The amount of costs and expenses borne by the Trust may vary materially from quarter-to-quarter. The extent by which the costs and expenses described above are higher or lower in any quarter will directly decrease or increase the amount received by the Trust and available for distribution to the unitholders.
The Trust has established a cash reserve for contingent liabilities and to pay expenses in accordance with the Trust Agreement, which would reduce net profits payable to the Trust and distributions to Trust unitholders.
The Trust’s source of capital is the cash flows from the Royalty Interests. Pursuant to the Trust Agreement, the Trust may establish a cash reserve through the withholding of cash for contingent liabilities and to pay expenses, which will reduce the amount of cash otherwise available for distribution to unitholders.

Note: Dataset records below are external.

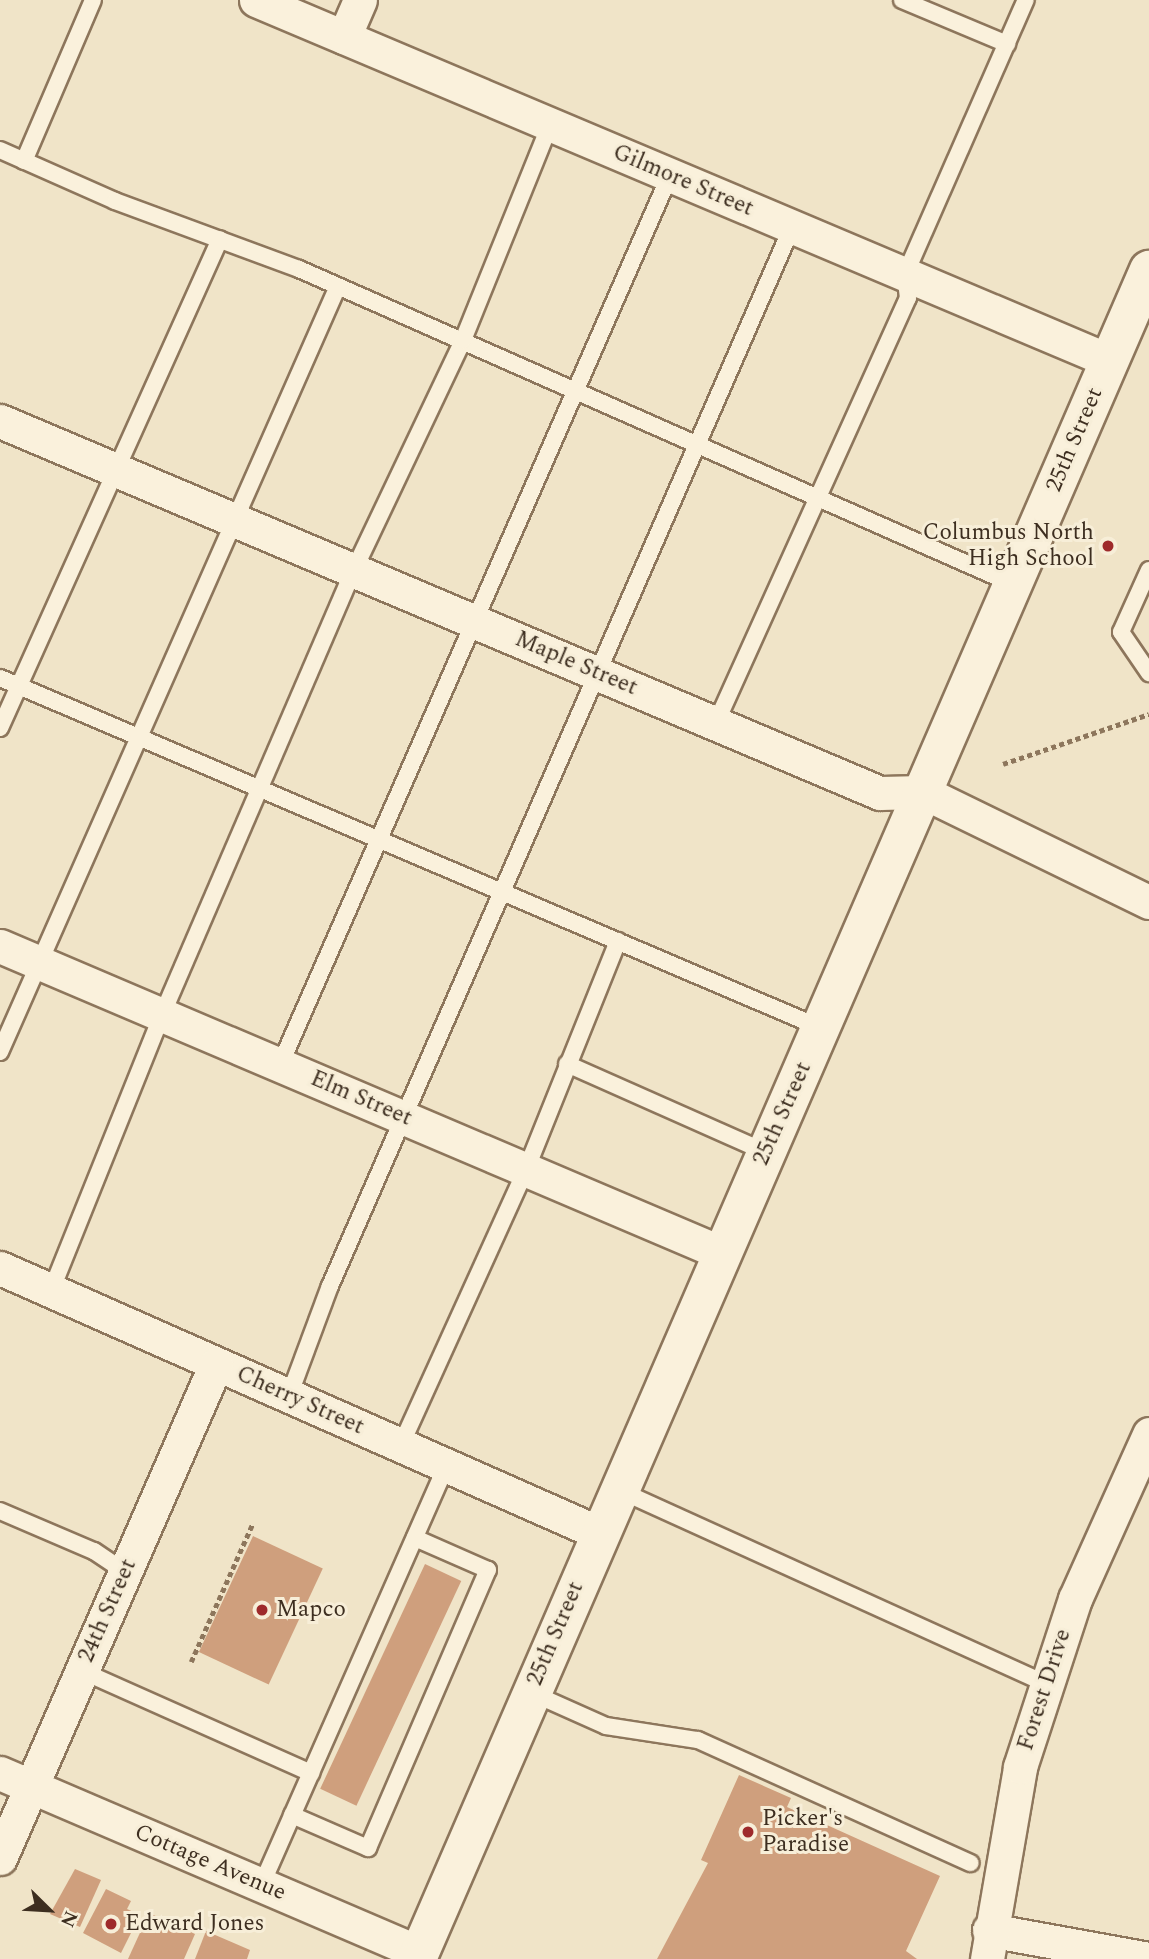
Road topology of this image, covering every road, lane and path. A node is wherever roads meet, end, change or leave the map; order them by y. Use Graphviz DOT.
graph roads {
  1 [pos="93,0"];
  2 [pos="256,0"];
  3 [pos="360,0"];
  4 [pos="902,0"];
  5 [pos="1026,0"];
  6 [pos="344,37"];
  7 [pos="1007,44"];
  8 [pos="550,125"];
  9 [pos="0,150"];
  10 [pos="24,161"];
  11 [pos="670,176"];
  12 [pos="792,227"];
  13 [pos="220,239"];
  14 [pos="1149,270"];
  15 [pos="905,275"];
  16 [pos="338,286"];
  17 [pos="463,340"];
  18 [pos="1110,361"];
  19 [pos="580,390"];
  20 [pos="0,421"];
  21 [pos="699,446"];
  22 [pos="115,470"];
  23 [pos="819,495"];
  24 [pos="238,521"];
  25 [pos="354,570"];
  26 [pos="1149,570"];
  27 [pos="1013,584"];
  28 [pos="475,622"];
  29 [pos="1149,673"];
  30 [pos="600,674"];
  31 [pos="0,678"];
  32 [pos="19,686"];
  33 [pos="1149,713"];
  34 [pos="716,723"];
  35 [pos="0,728"];
  36 [pos="139,740"];
  37 [pos="1003,764"];
  38 [pos="262,789"];
  39 [pos="923,792"];
  40 [pos="379,839"];
  41 [pos="503,892"];
  42 [pos="1149,902"];
  43 [pos="618,941"];
  44 [pos="0,946"];
  45 [pos="39,962"];
  46 [pos="162,1015"];
  47 [pos="821,1028"];
  48 [pos="0,1052"];
  49 [pos="567,1064"];
  50 [pos="280,1065"];
  51 [pos="404,1118"];
  52 [pos="766,1153"];
  53 [pos="526,1170"];
  54 [pos="722,1253"];
  55 [pos="0,1268"];
  56 [pos="51,1291"];
  57 [pos="216,1364"];
  58 [pos="289,1396"];
  59 [pos="1149,1434"];
  60 [pos="401,1445"];
  61 [pos="446,1466"];
  62 [pos="619,1490"];
  63 [pos="0,1511"];
  64 [pos="253,1522"];
  65 [pos="599,1533"];
  66 [pos="415,1538"];
  67 [pos="125,1572"];
  68 [pos="191,1662"];
  69 [pos="82,1671"];
  70 [pos="1047,1684"];
  71 [pos="531,1692"];
  72 [pos="0,1773"];
  73 [pos="311,1773"];
  74 [pos="32,1786"];
  75 [pos="292,1815"];
  76 [pos="0,1858"];
  77 [pos="971,1863"];
  78 [pos="261,1886"];
  79 [pos="988,1945"];
  80 [pos="418,1956"];
  81 [pos="1148,1959"];
  1 -- 10 [label="lane"];
  2 -- 6 [label="street, Gilmore Street"];
  3 -- 6 [label="street"];
  4 -- 7 [label="lane"];
  5 -- 7 [label="lane"];
  6 -- 8 [label="street, Gilmore Street"];
  7 -- 15 [label="lane"];
  8 -- 11 [label="street, Gilmore Street"];
  8 -- 17 [label="lane"];
  9 -- 10 [label="lane"];
  10 -- 13 [label="lane"];
  11 -- 12 [label="street, Gilmore Street"];
  11 -- 19 [label="lane"];
  12 -- 15 [label="street, Gilmore Street"];
  12 -- 21 [label="lane"];
  13 -- 16 [label="lane"];
  13 -- 22 [label="lane"];
  14 -- 18 [label="main road, 25th Street"];
  15 -- 18 [label="street, Gilmore Street"];
  15 -- 23 [label="lane"];
  16 -- 17 [label="lane"];
  16 -- 24 [label="lane"];
  17 -- 19 [label="lane"];
  17 -- 25 [label="lane"];
  18 -- 27 [label="main road, 25th Street"];
  19 -- 21 [label="lane"];
  19 -- 28 [label="lane"];
  20 -- 22 [label="street, Maple Street"];
  21 -- 23 [label="lane"];
  21 -- 30 [label="lane"];
  22 -- 24 [label="street, Maple Street"];
  22 -- 32 [label="lane"];
  23 -- 27 [label="lane"];
  23 -- 34 [label="lane"];
  24 -- 25 [label="street, Maple Street"];
  24 -- 36 [label="lane"];
  25 -- 28 [label="street, Maple Street"];
  25 -- 38 [label="lane"];
  26 -- 29 [label="lane"];
  27 -- 39 [label="main road, 25th Street"];
  28 -- 30 [label="street, Maple Street"];
  28 -- 40 [label="lane"];
  30 -- 34 [label="street, Maple Street"];
  30 -- 41 [label="lane"];
  31 -- 32 [label="lane"];
  32 -- 35 [label="lane"];
  32 -- 36 [label="lane"];
  33 -- 37 [label="path"];
  34 -- 39 [label="street, Maple Street"];
  36 -- 38 [label="lane"];
  36 -- 45 [label="lane"];
  38 -- 40 [label="lane"];
  38 -- 46 [label="lane"];
  39 -- 42 [label="street, Maple Street"];
  39 -- 47 [label="main road, 25th Street"];
  40 -- 41 [label="lane"];
  40 -- 50 [label="lane"];
  41 -- 43 [label="lane"];
  41 -- 51 [label="lane"];
  43 -- 47 [label="lane"];
  43 -- 49 [label="lane"];
  44 -- 45 [label="street, Elm Street"];
  45 -- 46 [label="street, Elm Street"];
  45 -- 48 [label="lane"];
  46 -- 50 [label="street, Elm Street"];
  46 -- 56 [label="lane"];
  47 -- 52 [label="main road, 25th Street"];
  49 -- 52 [label="lane"];
  49 -- 53 [label="lane"];
  50 -- 51 [label="street, Elm Street"];
  51 -- 53 [label="street, Elm Street"];
  51 -- 58 [label="lane"];
  52 -- 54 [label="main road, 25th Street"];
  53 -- 54 [label="street, Elm Street"];
  53 -- 60 [label="lane"];
  54 -- 62 [label="main road, 25th Street"];
  55 -- 56 [label="street, Cherry Street"];
  56 -- 57 [label="street, Cherry Street"];
  57 -- 58 [label="street, Cherry Street"];
  57 -- 67 [label="street, 24th Street"];
  58 -- 60 [label="street, Cherry Street"];
  59 -- 70 [label="street, Forest Drive"];
  60 -- 61 [label="street, Cherry Street"];
  61 -- 65 [label="street, Cherry Street"];
  61 -- 66 [label="lane"];
  62 -- 65 [label="main road, 25th Street"];
  62 -- 70 [label="lane"];
  63 -- 67 [label="lane"];
  64 -- 68 [label="path"];
  65 -- 71 [label="main road, 25th Street"];
  66 -- 73 [label="lane"];
  66 -- 75 [label="lane"];
  67 -- 69 [label="street, 24th Street"];
  69 -- 73 [label="lane"];
  69 -- 74 [label="street, 24th Street"];
  70 -- 79 [label="street, Forest Drive"];
  71 -- 77 [label="lane"];
  71 -- 80 [label="main road, 25th Street"];
  72 -- 74 [label="street, Cottage Avenue"];
  73 -- 75 [label="lane"];
  74 -- 76 [label="street, 24th Street"];
  74 -- 78 [label="street, Cottage Avenue"];
  75 -- 78 [label="lane"];
  78 -- 80 [label="street, Cottage Avenue"];
  79 -- 81 [label="street"];
}
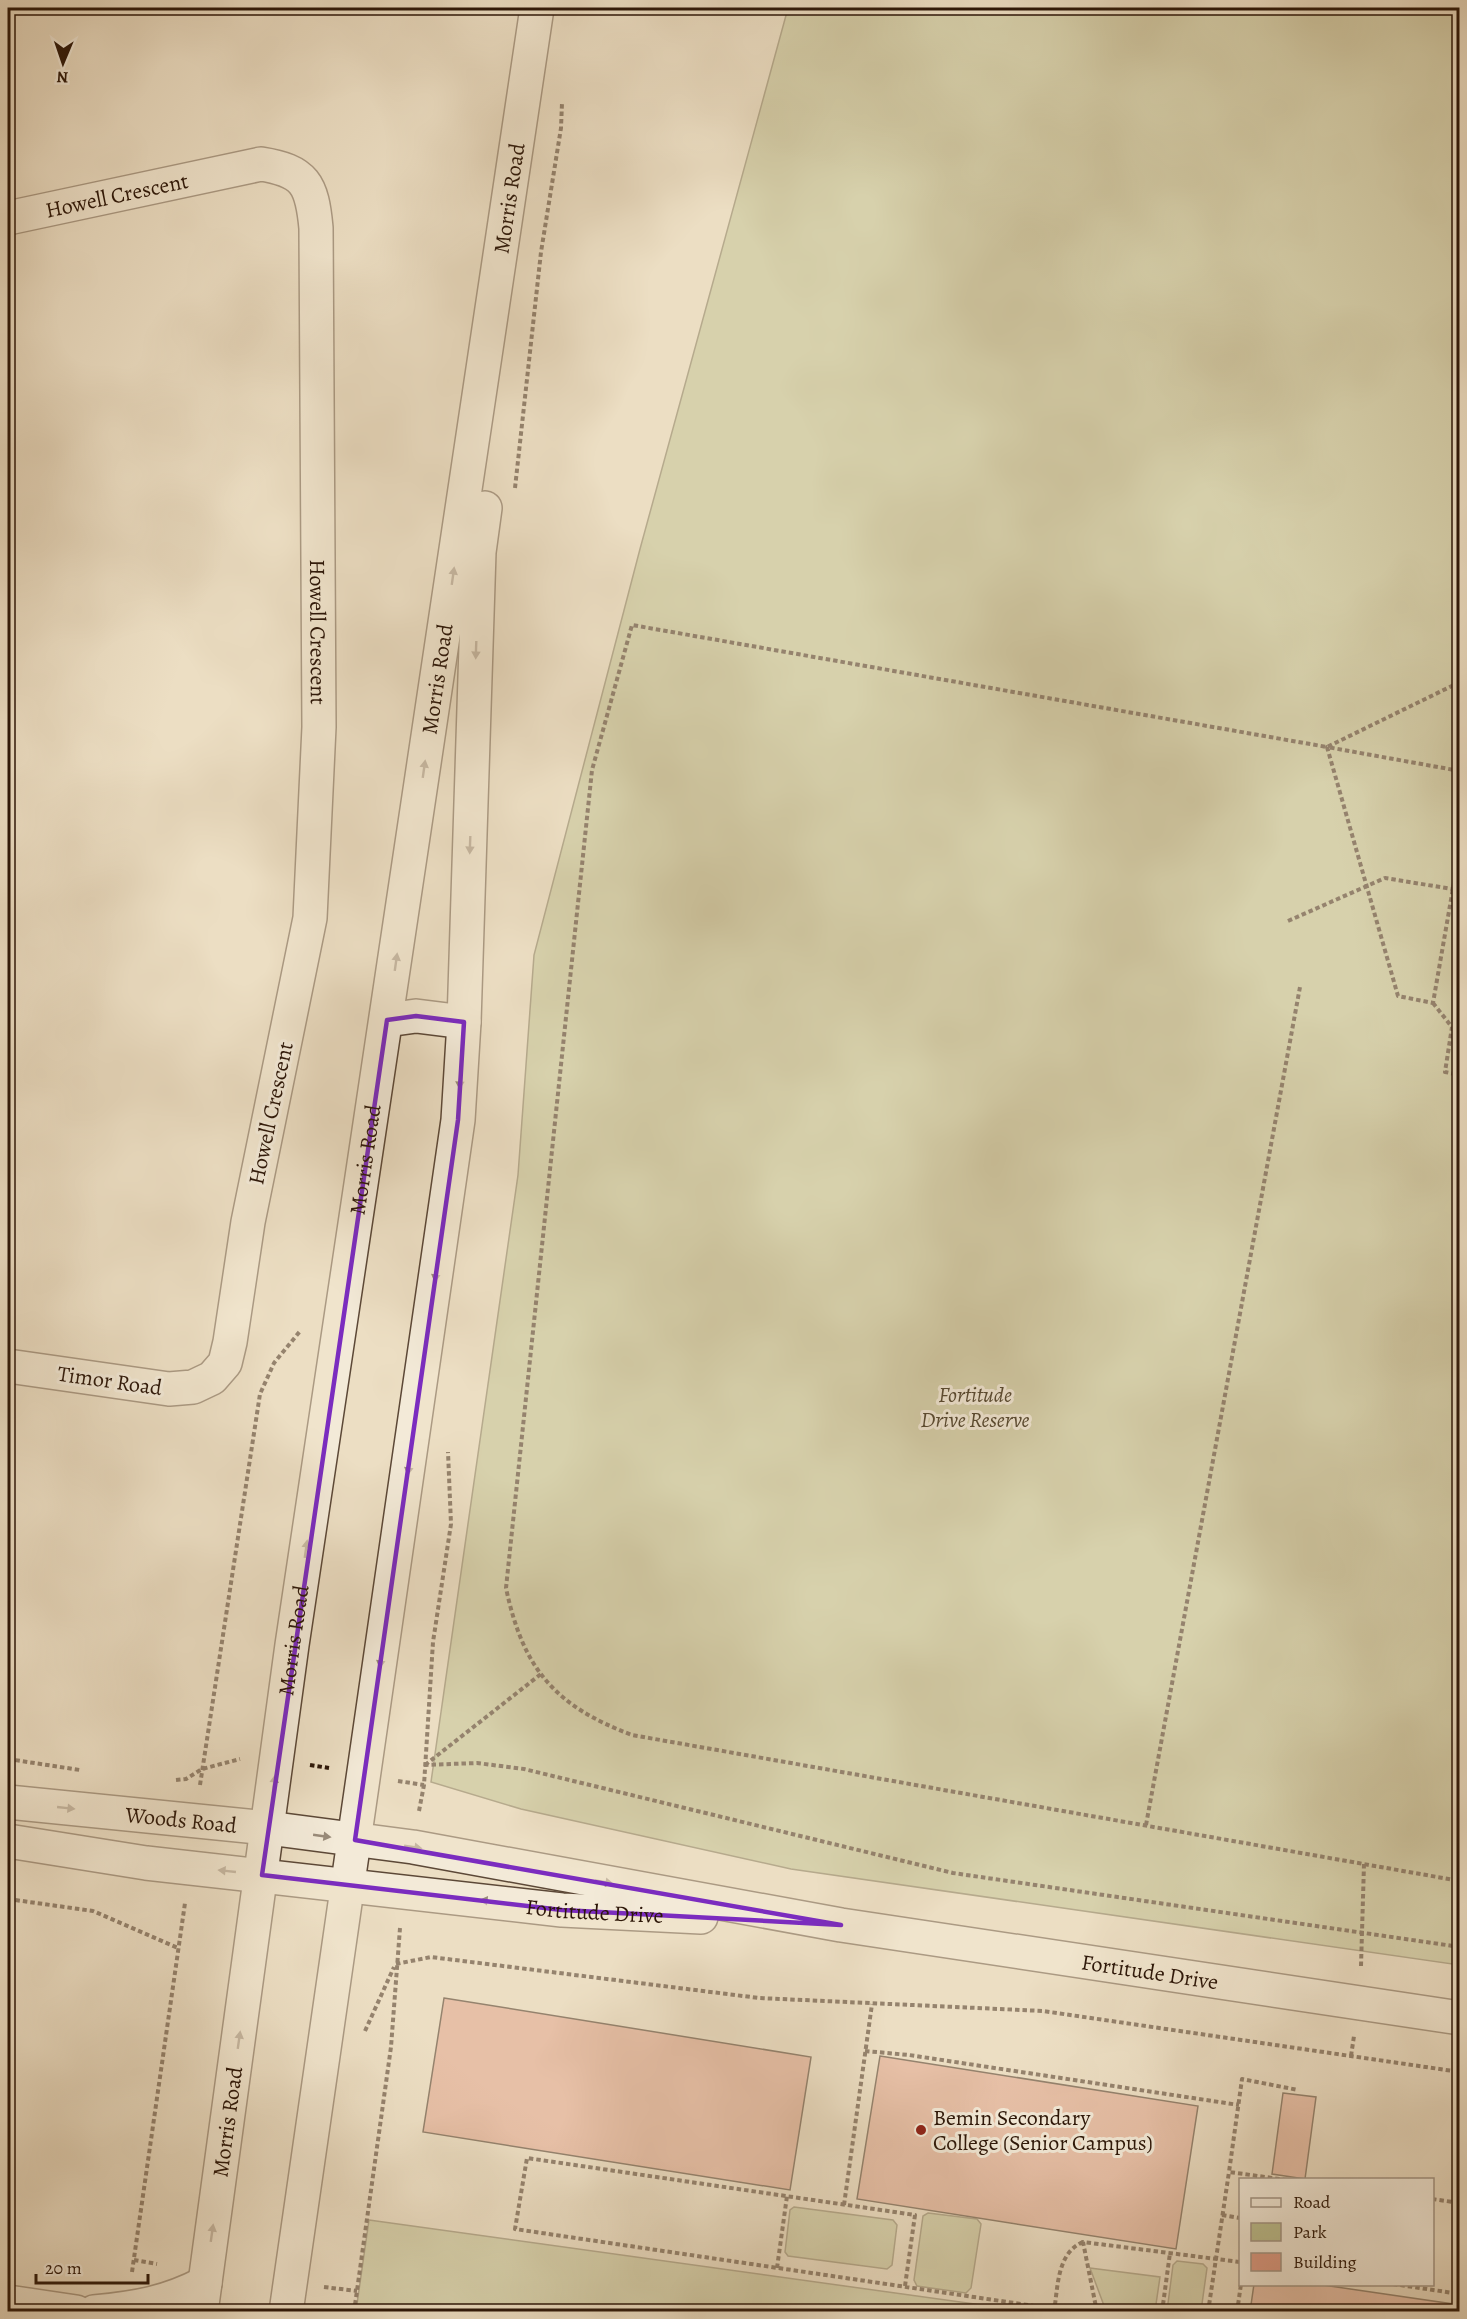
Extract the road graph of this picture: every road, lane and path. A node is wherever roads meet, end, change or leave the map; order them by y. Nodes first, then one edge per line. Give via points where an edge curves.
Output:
1 (537, 8) edge
2 (544, 8) edge
3 (8, 218) edge
4 (1460, 682) edge
5 (1328, 747) junction
6 (1460, 771) edge
7 (1460, 848) edge
8 (1366, 885) junction
9 (1452, 889) junction
10 (1288, 921) dead end
11 (1300, 987) dead end
12 (1432, 1002) junction
13 (387, 1020) junction
14 (464, 1022) junction
15 (1460, 1075) edge
16 (8, 1366) edge
17 (212, 1378) joint
18 (541, 1674) junction
19 (8, 1759) edge
20 (88, 1772) dead end
21 (172, 1781) dead end
22 (8, 1802) edge
23 (195, 1821) junction
24 (1146, 1825) junction
25 (268, 1828) junction
26 (354, 1840) junction
27 (8, 1841) edge
28 (1364, 1864) junction
29 (190, 1867) junction
30 (262, 1875) junction
31 (1460, 1881) edge
32 (348, 1884) junction
33 (8, 1899) edge
34 (841, 1925) junction
35 (1363, 1932) junction
36 (1460, 1947) edge
37 (178, 1948) junction
38 (872, 2004) junction
39 (1358, 2004) junction
40 (1460, 2018) edge
41 (865, 2051) junction
42 (1351, 2056) junction
43 (1460, 2072) edge
44 (1298, 2090) dead end
45 (1239, 2105) junction
46 (1229, 2172) junction
47 (1272, 2178) edge
48 (787, 2196) junction
49 (1434, 2199) edge
50 (1460, 2203) edge
51 (844, 2205) junction
52 (1222, 2216) junction
53 (1239, 2218) edge
54 (1083, 2242) junction
55 (1170, 2253) junction
56 (1216, 2259) junction
57 (1239, 2262) edge
58 (777, 2268) junction
59 (905, 2286) junction
60 (1241, 2286) edge
61 (1406, 2286) edge
62 (1460, 2294) edge
63 (203, 2297) edge
64 (8, 2302) edge
65 (126, 2308) junction
66 (1055, 2310) edge
67 (76, 2312) edge
68 (94, 2312) edge
69 (286, 2312) edge
70 (354, 2312) edge
71 (1075, 2312) edge
72 (1097, 2312) edge
73 (1162, 2312) edge
74 (1208, 2312) edge
75 (1237, 2312) edge

13 -> 1 street, Morris Road
2 -> 14 street, Morris Road via 479,552
3 - 17 street, Howell Crescent via 261,164 287,168 307,183 314,204 319,727 310,918 248,1222 230,1342 225,1363
4 - 5 path
5 - 6 path
5 - 8 path
5 - 18 path via 632,625 592,770 525,1422 507,1557 506,1588 512,1617 526,1653
7 - 9 path
8 - 9 path via 1384,878
8 - 10 path
8 - 12 path via 1398,996
9 - 12 path
11 - 24 path
12 - 15 path via 1452,1027 1445,1072
13 - 14 street via 416,1016
25 -> 13 street, Morris Road
14 -> 26 street, Morris Road via 458,1120
16 - 17 street, Timor Road via 170,1389 193,1387
18 - 24 path via 554,1692 596,1722 632,1735
18 - 35 path via 424,1765 477,1763 524,1769 953,1873
19 - 20 path
21 - 23 path via 186,1779 202,1769
22 -> 23 street, Woods Road
23 - 25 street, Woods Road
24 - 28 path
25 -> 26 street, Woods Road
25 - 30 street, Morris Road
26 - 32 street, Morris Road
26 -> 34 street, Fortitude Drive via 413,1847
27 - 29 street, Woods Road
28 - 31 path
28 - 35 path
30 -> 29 street, Woods Road
29 - 37 path
30 - 32 street, Woods Road
63 -> 30 street, Morris Road
34 -> 32 street, Fortitude Drive via 562,1910
32 - 69 street, Morris Road
33 - 37 path via 93,1911
34 - 39 street, Fortitude Drive
35 - 36 path
35 - 39 path
37 - 65 path
38 - 41 path
38 - 42 path via 1043,2011
38 - 70 path via 759,1998 431,1957 396,1964 391,2047
39 - 40 street, Fortitude Drive
39 - 42 path
41 - 45 path
41 - 51 path
42 - 43 path
44 - 45 path via 1242,2079
45 - 46 path
46 - 47 path
46 - 52 path
48 - 51 path
48 - 58 path
48 - 58 path via 527,2158 515,2229
49 - 50 path
51 - 59 path via 915,2215
52 - 53 path
52 - 56 path
54 - 55 path
54 - 66 path via 1071,2247 1064,2257
54 - 72 path
55 - 56 path
55 - 73 path
56 - 57 path
56 - 74 path
58 - 59 path
59 - 66 path
60 - 75 path
61 - 62 path
63 - 65 street via 176,2297
64 - 67 street
65 - 68 street
66 - 71 path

Commencing with the distribution paid to unitholders in the first quarter of 2019, the Trustee has been gradually building a cash reserve for the payment of future expenses and liabilities to approximately $1.8 million by withholding cash reserve amounts from each quarterly distribution equal to the greater of $90,000 or 10% of the amount distributable to unitholders. Accordingly, in addition to previously withheld funds of $220,634, in 2020 and 2019 the Trustee withheld $360,000 and $395,916, respectively, from the funds otherwise available for distribution, for an aggregate amount of $976,550. These withholdings are in addition to the existing cash reserve of $0.5 million, which is determined prior to the payments of quarterly expenses.
The Trustee may increase or decrease the targeted amount at any time, and may increase or decrease the rate at which it is withholding funds to build the cash reserve at any time, without advance notice to the unitholders. After the approximately $1.8 million has been withheld, the Trustee will have cash reserves of approximately $2.3 million. Cash held in reserve will be invested as required by the trust agreement. Any cash reserved in excess of the amount necessary to pay or provide for the payment of future known, anticipated or contingent expenses or liabilities eventually will be distributed to unitholders, together with interest earned on the funds.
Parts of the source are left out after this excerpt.